Global Warming, Recession and Other Problems

Here's a picture of our passive solar heating system. We added that to our building last year and I'm really glad we did!

I watched Al Gore's An Inconvenient Truth last night. Scary stuff! Not that I wasn't already aware of the problem -- I've considered myself an environmentalist since the 60's (when it wasn't quite so fashionable). However, that documentary with its great big graphs really delineates the problem in a brutally inescapable way. He paints a pretty clear picture for us.

In the meantime, the economy is in a tailspin with consumers who have, to a large degree, just quit consuming. Economists are trying everything they can think of to get the old spending up there where it was.

But the fact of the matter is that those old lifestyle habits were contributing to the overall problem. I believe that the general population is beginning to have its eyes opened by these circumstances. Yes, the price of gas has gone down -- at the moment. I doubt anybody expects it to stay that way. When it hit those all-time highs, people found whatever solutions they could. They cut back on driving, they traded for more efficient vehicles, they rearranged their lives. And now that those painful changes have been made, most people are going to take a cautious attitude -- not rush right back into the old situation.

In the long run, that's a good thing. We have to cut down our use of fossil fuels. There can't be any question about that. It's obvious that someday those will run out -- the only question up for debate is, "When?". There are TV commercials running right now that tell us in a calm and reassuring voice that we have enough oil left for a good sixty years. I guess that's supposed to sound like a long time. But, let me tell you, in a couple of months I'll turn sixty -- and the time has gone by in a flash! In the larger scheme of things, sixty years is nothing.

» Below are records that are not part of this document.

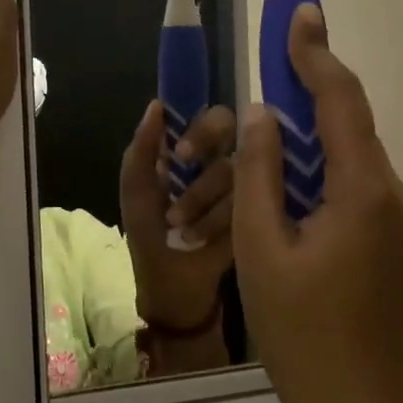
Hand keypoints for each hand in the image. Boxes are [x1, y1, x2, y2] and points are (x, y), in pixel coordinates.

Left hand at [121, 100, 235, 328]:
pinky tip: (204, 241)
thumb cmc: (153, 241)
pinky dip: (219, 223)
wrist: (176, 297)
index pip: (215, 119)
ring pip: (240, 175)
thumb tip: (157, 105)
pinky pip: (250, 204)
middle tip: (191, 197)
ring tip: (183, 229)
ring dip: (203, 203)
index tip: (183, 155)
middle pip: (239, 141)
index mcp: (198, 154)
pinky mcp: (264, 217)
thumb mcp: (137, 195)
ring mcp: (250, 191)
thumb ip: (142, 150)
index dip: (203, 131)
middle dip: (208, 166)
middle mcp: (229, 165)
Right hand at [233, 5, 402, 402]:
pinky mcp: (396, 243)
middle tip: (277, 59)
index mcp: (363, 191)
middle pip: (352, 124)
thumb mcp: (261, 248)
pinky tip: (294, 183)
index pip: (341, 102)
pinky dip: (326, 170)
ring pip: (355, 157)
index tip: (299, 15)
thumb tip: (264, 115)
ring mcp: (401, 221)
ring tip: (274, 124)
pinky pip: (359, 187)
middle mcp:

And there are other experts who say we don't have anything like sixty years. So, whichever expert you choose to believe, what it comes down to is, do you want to get weaned off petroleum gradually? Or go cold turkey?

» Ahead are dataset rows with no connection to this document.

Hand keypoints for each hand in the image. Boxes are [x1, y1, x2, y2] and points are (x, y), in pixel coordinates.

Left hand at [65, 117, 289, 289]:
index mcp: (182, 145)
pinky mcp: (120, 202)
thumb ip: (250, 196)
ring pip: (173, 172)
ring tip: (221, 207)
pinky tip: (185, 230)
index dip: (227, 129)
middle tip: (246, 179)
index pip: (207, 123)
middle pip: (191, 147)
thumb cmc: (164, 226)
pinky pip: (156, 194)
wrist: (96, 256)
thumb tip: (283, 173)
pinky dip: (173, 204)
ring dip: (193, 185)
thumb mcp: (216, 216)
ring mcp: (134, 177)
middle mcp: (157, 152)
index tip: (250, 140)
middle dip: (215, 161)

So, back to the economy ... the high price of gas woke a lot of people up, changed some die-hard habits, and lowered our fuel consumption. Yay! However, it also cut the revenues from gasoline taxes used to maintain roads, it caused prices of everything to go so high that some serious cutting back was necessary. Add in there problems with housing markets, a couple of wars, a series of expensive natural disasters (global warming, again ...), and the whole system started to topple like dominoes. People not only opened their eyes, but when they looked around they were scared shitless!

Now here we sit, surrounded by crumbling ruins of our old world and wondering which way to turn. There's a vague (and unrealistic) hope that our fine young president-elect will pick up the pieces and put everything back together so that we can just go back to the way things were -- like waking up from a bad dream. Trouble is, even if we could, "the way things were" wasn't really the way things were. We've been deluding ourselves for a long time.

The economists want to "jump-start" the economy. By getting banks making loans, consumers buying goods, businesses doing business, families buying houses they hope to get the wheels turning and eventually up to speed ... like before.

Well, I hate to say it, but it's never going back to those days. There has been a societal shift, fundamental, down to the core. People who lived through the Great Depression developed an outlook that stayed with them throughout their lives. (My mom, to this day, will not throw out an empty mayonnaise jar or milk jug. She carefully washed them and stores them away ... "just in case".) People are going to be much more leery of buying on credit. They are going to choose smaller houses and cars. They are going to seek status by not going the conspicuous consumption route. Simple living will be in style and "politically correct". This will last for a long long time. And the ramifications will be comparable to the melting of the polar ice caps -- nothing less than world-changing.